■ Work request ■
Retype the records exactly, with nothing added or dropped.

■ Stored data ■
+ + + + + + +

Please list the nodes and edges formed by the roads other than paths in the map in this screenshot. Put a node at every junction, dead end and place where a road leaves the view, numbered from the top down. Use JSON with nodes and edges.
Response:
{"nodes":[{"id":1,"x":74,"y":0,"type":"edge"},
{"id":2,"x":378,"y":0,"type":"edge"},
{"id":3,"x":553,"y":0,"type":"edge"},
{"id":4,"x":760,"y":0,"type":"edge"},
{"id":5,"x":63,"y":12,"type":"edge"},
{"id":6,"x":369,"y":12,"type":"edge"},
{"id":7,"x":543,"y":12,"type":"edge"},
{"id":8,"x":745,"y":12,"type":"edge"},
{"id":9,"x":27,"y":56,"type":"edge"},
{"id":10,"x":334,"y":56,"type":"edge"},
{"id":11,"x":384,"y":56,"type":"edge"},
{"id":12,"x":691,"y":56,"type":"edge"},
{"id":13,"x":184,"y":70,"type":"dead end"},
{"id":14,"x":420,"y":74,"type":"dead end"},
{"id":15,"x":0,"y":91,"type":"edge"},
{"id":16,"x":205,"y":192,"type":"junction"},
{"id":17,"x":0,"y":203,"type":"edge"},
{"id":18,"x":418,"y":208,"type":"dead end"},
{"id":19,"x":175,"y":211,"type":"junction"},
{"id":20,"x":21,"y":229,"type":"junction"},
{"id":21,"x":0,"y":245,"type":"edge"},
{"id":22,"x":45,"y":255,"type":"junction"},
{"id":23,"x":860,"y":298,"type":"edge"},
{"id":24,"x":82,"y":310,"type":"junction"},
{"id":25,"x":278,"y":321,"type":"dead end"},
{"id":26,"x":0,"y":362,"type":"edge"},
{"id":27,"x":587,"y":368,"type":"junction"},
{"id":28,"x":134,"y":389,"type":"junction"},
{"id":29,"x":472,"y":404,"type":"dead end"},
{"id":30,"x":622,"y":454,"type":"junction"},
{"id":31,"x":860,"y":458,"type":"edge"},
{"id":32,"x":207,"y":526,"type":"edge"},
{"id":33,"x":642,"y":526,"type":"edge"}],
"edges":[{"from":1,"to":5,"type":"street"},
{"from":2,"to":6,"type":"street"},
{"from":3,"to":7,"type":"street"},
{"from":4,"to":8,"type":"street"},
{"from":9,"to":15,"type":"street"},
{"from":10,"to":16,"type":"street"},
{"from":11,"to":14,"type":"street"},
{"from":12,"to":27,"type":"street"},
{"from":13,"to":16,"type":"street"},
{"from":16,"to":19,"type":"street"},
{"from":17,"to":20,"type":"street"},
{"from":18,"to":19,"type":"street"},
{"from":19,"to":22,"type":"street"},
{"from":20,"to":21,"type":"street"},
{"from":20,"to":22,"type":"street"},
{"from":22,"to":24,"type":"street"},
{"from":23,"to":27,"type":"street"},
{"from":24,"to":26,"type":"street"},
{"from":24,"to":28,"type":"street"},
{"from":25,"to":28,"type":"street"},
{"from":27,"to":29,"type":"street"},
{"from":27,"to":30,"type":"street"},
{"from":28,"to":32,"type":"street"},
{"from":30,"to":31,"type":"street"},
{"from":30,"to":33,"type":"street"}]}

+ + + + + + +

■ Exercise response ■
Please list the nodes and edges formed by the roads other than paths in the map in this screenshot. Put a node at every junction, dead end and place where a road leaves the view, numbered from the top down. Use JSON with nodes and edges.
Response:
{"nodes":[{"id":1,"x":74,"y":0,"type":"edge"},
{"id":2,"x":378,"y":0,"type":"edge"},
{"id":3,"x":553,"y":0,"type":"edge"},
{"id":4,"x":760,"y":0,"type":"edge"},
{"id":5,"x":63,"y":12,"type":"edge"},
{"id":6,"x":369,"y":12,"type":"edge"},
{"id":7,"x":543,"y":12,"type":"edge"},
{"id":8,"x":745,"y":12,"type":"edge"},
{"id":9,"x":27,"y":56,"type":"edge"},
{"id":10,"x":334,"y":56,"type":"edge"},
{"id":11,"x":384,"y":56,"type":"edge"},
{"id":12,"x":691,"y":56,"type":"edge"},
{"id":13,"x":184,"y":70,"type":"dead end"},
{"id":14,"x":420,"y":74,"type":"dead end"},
{"id":15,"x":0,"y":91,"type":"edge"},
{"id":16,"x":205,"y":192,"type":"junction"},
{"id":17,"x":0,"y":203,"type":"edge"},
{"id":18,"x":418,"y":208,"type":"dead end"},
{"id":19,"x":175,"y":211,"type":"junction"},
{"id":20,"x":21,"y":229,"type":"junction"},
{"id":21,"x":0,"y":245,"type":"edge"},
{"id":22,"x":45,"y":255,"type":"junction"},
{"id":23,"x":860,"y":298,"type":"edge"},
{"id":24,"x":82,"y":310,"type":"junction"},
{"id":25,"x":278,"y":321,"type":"dead end"},
{"id":26,"x":0,"y":362,"type":"edge"},
{"id":27,"x":587,"y":368,"type":"junction"},
{"id":28,"x":134,"y":389,"type":"junction"},
{"id":29,"x":472,"y":404,"type":"dead end"},
{"id":30,"x":622,"y":454,"type":"junction"},
{"id":31,"x":860,"y":458,"type":"edge"},
{"id":32,"x":207,"y":526,"type":"edge"},
{"id":33,"x":642,"y":526,"type":"edge"}],
"edges":[{"from":1,"to":5,"type":"street"},
{"from":2,"to":6,"type":"street"},
{"from":3,"to":7,"type":"street"},
{"from":4,"to":8,"type":"street"},
{"from":9,"to":15,"type":"street"},
{"from":10,"to":16,"type":"street"},
{"from":11,"to":14,"type":"street"},
{"from":12,"to":27,"type":"street"},
{"from":13,"to":16,"type":"street"},
{"from":16,"to":19,"type":"street"},
{"from":17,"to":20,"type":"street"},
{"from":18,"to":19,"type":"street"},
{"from":19,"to":22,"type":"street"},
{"from":20,"to":21,"type":"street"},
{"from":20,"to":22,"type":"street"},
{"from":22,"to":24,"type":"street"},
{"from":23,"to":27,"type":"street"},
{"from":24,"to":26,"type":"street"},
{"from":24,"to":28,"type":"street"},
{"from":25,"to":28,"type":"street"},
{"from":27,"to":29,"type":"street"},
{"from":27,"to":30,"type":"street"},
{"from":28,"to":32,"type":"street"},
{"from":30,"to":31,"type":"street"},
{"from":30,"to":33,"type":"street"}]}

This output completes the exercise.